_WHAT IS NEEDED_
Within the entries below, find each line containing the word "CONCORDIA" and copy it.

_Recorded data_
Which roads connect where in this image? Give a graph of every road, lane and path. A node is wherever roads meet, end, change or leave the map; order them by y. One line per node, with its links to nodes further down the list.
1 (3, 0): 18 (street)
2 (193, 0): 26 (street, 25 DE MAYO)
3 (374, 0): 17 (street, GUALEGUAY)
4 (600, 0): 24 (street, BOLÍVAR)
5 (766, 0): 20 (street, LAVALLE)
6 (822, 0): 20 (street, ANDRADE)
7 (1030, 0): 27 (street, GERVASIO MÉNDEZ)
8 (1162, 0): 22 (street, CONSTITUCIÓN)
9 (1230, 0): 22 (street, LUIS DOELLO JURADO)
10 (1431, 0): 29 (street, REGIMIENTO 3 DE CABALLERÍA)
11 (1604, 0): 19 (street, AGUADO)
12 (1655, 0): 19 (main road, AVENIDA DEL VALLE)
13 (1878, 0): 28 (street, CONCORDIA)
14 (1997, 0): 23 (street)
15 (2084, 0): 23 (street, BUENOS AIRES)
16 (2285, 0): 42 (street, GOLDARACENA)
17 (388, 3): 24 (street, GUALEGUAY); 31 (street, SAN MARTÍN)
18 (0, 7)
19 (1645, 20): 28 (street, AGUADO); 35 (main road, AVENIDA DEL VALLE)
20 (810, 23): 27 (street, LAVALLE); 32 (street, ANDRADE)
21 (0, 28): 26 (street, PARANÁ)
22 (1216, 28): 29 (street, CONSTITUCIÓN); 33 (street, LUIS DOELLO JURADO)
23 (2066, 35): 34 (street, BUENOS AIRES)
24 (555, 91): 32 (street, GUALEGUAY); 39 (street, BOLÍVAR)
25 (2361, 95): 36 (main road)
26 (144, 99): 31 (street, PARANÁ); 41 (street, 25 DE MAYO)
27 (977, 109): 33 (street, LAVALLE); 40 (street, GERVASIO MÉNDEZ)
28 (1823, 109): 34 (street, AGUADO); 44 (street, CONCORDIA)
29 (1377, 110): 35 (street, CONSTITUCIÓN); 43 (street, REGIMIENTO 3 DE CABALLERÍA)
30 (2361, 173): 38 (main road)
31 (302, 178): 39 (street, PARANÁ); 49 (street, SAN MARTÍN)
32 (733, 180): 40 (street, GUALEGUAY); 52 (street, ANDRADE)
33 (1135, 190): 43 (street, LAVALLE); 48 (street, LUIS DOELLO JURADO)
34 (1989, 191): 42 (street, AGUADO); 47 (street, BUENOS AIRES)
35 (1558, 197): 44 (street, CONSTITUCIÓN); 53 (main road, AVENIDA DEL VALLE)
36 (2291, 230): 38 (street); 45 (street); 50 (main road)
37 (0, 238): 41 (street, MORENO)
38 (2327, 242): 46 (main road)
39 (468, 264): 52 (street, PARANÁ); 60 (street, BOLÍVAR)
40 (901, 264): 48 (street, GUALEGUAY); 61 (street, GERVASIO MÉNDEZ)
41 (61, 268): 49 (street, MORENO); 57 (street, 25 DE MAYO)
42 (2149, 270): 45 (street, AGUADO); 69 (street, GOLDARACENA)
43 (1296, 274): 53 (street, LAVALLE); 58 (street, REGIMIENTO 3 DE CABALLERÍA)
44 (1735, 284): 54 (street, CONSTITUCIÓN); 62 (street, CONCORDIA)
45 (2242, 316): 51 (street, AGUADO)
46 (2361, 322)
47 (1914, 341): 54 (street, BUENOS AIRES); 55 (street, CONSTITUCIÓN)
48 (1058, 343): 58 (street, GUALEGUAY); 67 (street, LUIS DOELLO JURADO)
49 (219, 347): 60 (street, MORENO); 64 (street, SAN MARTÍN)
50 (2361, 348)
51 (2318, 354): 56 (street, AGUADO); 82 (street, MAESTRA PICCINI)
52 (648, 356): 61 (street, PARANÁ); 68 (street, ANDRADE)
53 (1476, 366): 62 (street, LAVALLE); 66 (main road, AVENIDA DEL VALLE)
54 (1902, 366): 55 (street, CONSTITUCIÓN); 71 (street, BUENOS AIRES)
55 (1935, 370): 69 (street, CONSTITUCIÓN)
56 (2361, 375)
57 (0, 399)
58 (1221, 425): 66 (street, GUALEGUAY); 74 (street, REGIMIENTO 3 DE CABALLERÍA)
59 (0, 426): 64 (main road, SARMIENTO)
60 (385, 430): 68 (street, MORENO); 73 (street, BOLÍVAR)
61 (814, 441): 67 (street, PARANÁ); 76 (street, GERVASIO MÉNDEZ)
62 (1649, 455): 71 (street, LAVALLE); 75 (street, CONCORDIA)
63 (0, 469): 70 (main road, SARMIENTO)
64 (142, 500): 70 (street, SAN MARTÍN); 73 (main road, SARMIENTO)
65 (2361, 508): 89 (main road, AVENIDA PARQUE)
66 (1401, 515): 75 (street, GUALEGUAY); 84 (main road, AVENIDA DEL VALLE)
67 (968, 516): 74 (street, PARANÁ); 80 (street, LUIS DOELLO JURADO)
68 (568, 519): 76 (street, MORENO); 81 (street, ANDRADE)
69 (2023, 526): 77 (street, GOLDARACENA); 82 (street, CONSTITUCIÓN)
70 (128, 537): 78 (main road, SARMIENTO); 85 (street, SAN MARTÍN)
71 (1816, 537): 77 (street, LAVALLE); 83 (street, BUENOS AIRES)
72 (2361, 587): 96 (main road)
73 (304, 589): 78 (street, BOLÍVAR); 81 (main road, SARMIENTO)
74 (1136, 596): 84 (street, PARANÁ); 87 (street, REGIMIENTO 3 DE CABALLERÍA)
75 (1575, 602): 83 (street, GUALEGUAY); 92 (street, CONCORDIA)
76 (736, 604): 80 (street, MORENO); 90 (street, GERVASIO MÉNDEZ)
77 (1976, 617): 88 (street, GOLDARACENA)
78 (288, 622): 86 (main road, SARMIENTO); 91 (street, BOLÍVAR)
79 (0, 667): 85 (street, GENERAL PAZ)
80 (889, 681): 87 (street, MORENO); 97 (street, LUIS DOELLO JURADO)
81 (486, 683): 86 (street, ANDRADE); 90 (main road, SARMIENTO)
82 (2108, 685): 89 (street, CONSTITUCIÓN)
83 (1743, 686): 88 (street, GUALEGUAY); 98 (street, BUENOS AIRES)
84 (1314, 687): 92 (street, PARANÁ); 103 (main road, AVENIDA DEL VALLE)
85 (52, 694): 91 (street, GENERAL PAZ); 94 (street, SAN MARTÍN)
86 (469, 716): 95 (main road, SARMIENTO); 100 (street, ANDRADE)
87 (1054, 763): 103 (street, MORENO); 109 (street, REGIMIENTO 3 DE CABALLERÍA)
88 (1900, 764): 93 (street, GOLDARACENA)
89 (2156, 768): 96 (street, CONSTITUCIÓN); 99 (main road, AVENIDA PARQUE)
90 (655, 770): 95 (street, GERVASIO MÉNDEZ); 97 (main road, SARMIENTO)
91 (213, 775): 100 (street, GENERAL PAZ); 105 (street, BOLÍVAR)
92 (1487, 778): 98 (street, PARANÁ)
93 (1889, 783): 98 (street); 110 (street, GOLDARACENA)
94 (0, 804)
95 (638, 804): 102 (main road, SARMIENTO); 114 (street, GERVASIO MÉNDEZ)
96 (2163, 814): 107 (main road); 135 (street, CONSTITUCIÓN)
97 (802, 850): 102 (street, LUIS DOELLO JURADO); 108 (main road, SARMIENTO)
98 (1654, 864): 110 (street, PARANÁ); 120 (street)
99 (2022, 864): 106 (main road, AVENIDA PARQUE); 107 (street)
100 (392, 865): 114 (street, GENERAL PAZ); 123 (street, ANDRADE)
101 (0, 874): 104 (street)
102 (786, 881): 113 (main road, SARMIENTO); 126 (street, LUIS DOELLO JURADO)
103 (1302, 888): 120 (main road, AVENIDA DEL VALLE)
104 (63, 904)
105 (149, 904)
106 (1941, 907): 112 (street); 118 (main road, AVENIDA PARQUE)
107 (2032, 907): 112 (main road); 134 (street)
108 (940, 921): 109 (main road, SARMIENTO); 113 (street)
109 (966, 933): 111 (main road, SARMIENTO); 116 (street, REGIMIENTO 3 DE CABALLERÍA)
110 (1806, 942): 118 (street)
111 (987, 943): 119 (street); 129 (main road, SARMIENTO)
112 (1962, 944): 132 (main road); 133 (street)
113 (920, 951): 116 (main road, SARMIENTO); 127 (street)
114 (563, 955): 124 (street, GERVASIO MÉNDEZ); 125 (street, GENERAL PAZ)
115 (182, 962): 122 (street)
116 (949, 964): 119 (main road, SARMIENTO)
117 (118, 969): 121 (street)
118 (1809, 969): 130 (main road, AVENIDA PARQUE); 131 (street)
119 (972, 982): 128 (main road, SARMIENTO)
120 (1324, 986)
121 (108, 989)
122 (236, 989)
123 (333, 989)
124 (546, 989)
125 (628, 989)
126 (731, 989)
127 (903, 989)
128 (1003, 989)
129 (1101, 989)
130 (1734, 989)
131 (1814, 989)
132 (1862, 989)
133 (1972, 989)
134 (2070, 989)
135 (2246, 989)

_SOLUTION TO THIS EXERCISE_
13 (1878, 0): 28 (street, CONCORDIA)
28 (1823, 109): 34 (street, AGUADO); 44 (street, CONCORDIA)
44 (1735, 284): 54 (street, CONSTITUCIÓN); 62 (street, CONCORDIA)
62 (1649, 455): 71 (street, LAVALLE); 75 (street, CONCORDIA)
75 (1575, 602): 83 (street, GUALEGUAY); 92 (street, CONCORDIA)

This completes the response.